Working twice as hard for half the result and then finding out what you managed to accomplish wasn’t acceptable… Being rejected, overlooked, discarded without a second glance.
Working through a situation right now where I had believed I had done an excellent job only to find that I had been lied to for several months and now the hammer drops and so much depends on me getting it right.
And that old mantra, “Not. Good. Enough.” rings and resonates and resounds and bleeds through all the carefully constructed layers of competence and confidence.
I want to be angry. I want to be beaten. I want to be affirmed. I want to be… Accepted.
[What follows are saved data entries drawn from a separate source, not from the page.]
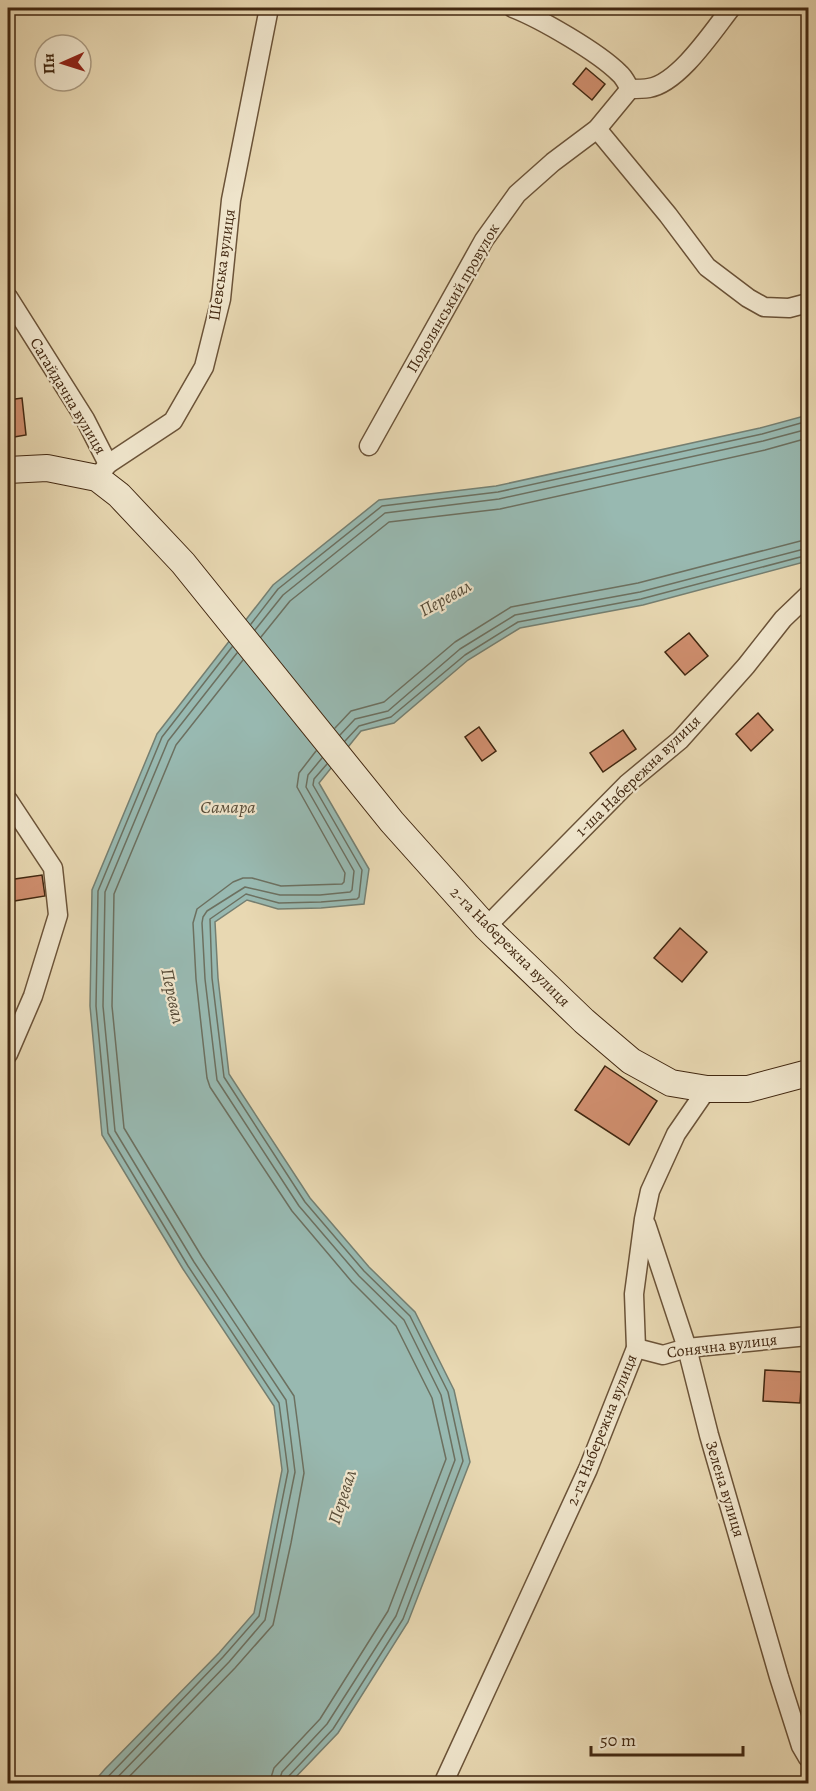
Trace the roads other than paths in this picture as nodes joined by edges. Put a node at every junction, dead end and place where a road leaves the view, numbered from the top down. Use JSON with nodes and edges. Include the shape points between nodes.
{"nodes":[{"id":1,"x":269,"y":8,"type":"edge"},
{"id":2,"x":513,"y":8,"type":"edge"},
{"id":3,"x":731,"y":8,"type":"edge"},
{"id":4,"x":630,"y":89,"type":"junction"},
{"id":5,"x":597,"y":129,"type":"junction"},
{"id":6,"x":8,"y":297,"type":"edge"},
{"id":7,"x":808,"y":303,"type":"edge"},
{"id":8,"x":369,"y":446,"type":"dead end"},
{"id":9,"x":8,"y":470,"type":"edge"},
{"id":10,"x":102,"y":471,"type":"junction"},
{"id":11,"x":808,"y":595,"type":"edge"},
{"id":12,"x":8,"y":800,"type":"edge"},
{"id":13,"x":392,"y":822,"type":"joint"},
{"id":14,"x":486,"y":927,"type":"junction"},
{"id":15,"x":8,"y":1054,"type":"edge"},
{"id":16,"x":808,"y":1073,"type":"edge"},
{"id":17,"x":707,"y":1089,"type":"junction"},
{"id":18,"x":644,"y":1219,"type":"junction"},
{"id":19,"x":808,"y":1336,"type":"edge"},
{"id":20,"x":636,"y":1348,"type":"junction"},
{"id":21,"x":687,"y":1348,"type":"junction"},
{"id":22,"x":808,"y":1758,"type":"edge"},
{"id":23,"x":443,"y":1784,"type":"edge"}],
"edges":[{"from":1,"to":10,"type":"street","name":"Шевська вулиця","via":[[231,200],[221,299],[204,367],[172,422]]},
{"from":2,"to":4,"type":"street","via":[[593,53],[620,74]]},
{"from":3,"to":4,"type":"street","via":[[666,81],[650,88]]},
{"from":4,"to":5,"type":"street","name":"Подолянський провулок"},
{"from":5,"to":7,"type":"street","via":[[707,267],[764,307],[789,308]]},
{"from":5,"to":8,"type":"street","name":"Подолянський провулок","via":[[517,194],[484,240]]},
{"from":6,"to":10,"type":"street","name":"Сагайдачна вулиця","via":[[85,419]]},
{"from":9,"to":10,"type":"street","name":"Сагайдачна вулиця"},
{"from":10,"to":13,"type":"street","name":"Сагайдачна вулиця","via":[[119,495],[183,563]]},
{"from":11,"to":14,"type":"street","name":"1-ша Набережна вулиця","via":[[680,740],[627,784]]},
{"from":12,"to":15,"type":"street","via":[[53,868],[58,915],[33,996]]},
{"from":13,"to":14,"type":"street","name":"2-га Набережна вулиця"},
{"from":14,"to":17,"type":"street","name":"2-га Набережна вулиця","via":[[584,1022],[631,1060],[671,1083]]},
{"from":16,"to":17,"type":"street","via":[[748,1089]]},
{"from":17,"to":18,"type":"street","name":"2-га Набережна вулиця","via":[[676,1134],[650,1191]]},
{"from":18,"to":20,"type":"street","name":"2-га Набережна вулиця","via":[[634,1294]]},
{"from":18,"to":21,"type":"street","name":"Зелена вулиця"},
{"from":19,"to":21,"type":"street","name":"Сонячна вулиця"},
{"from":20,"to":21,"type":"street","name":"Сонячна вулиця","via":[[663,1355]]},
{"from":20,"to":23,"type":"street","name":"2-га Набережна вулиця","via":[[588,1469]]},
{"from":21,"to":22,"type":"street","name":"Зелена вулиця","via":[[708,1435],[779,1677]]}]}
I send the conciliatory email. I offer a gracious response when inside I am seething.
I pray that the outward action will guard my selfish, self-indulgent heart. I won’t give voice to the hurt and the words that roil just below the surface.
I won’t allow a litany of my own self-righteousness to blunt the harshness of this lesson. Pain is important. Pain is growth. Pain is the death to self I so desperately need. I won’t treat them as they have treated me.
Truth is? I’m not good enough. I will never be good enough.
I need to be ok with that. Because He is. He endured so much more than critical comments and discouragement. He responded with kindness and compassion. From the cross.
I must keep my life in the context of a greater story than my own. When I am too weak to think of anything but my own failure… I am learning to lean on Him.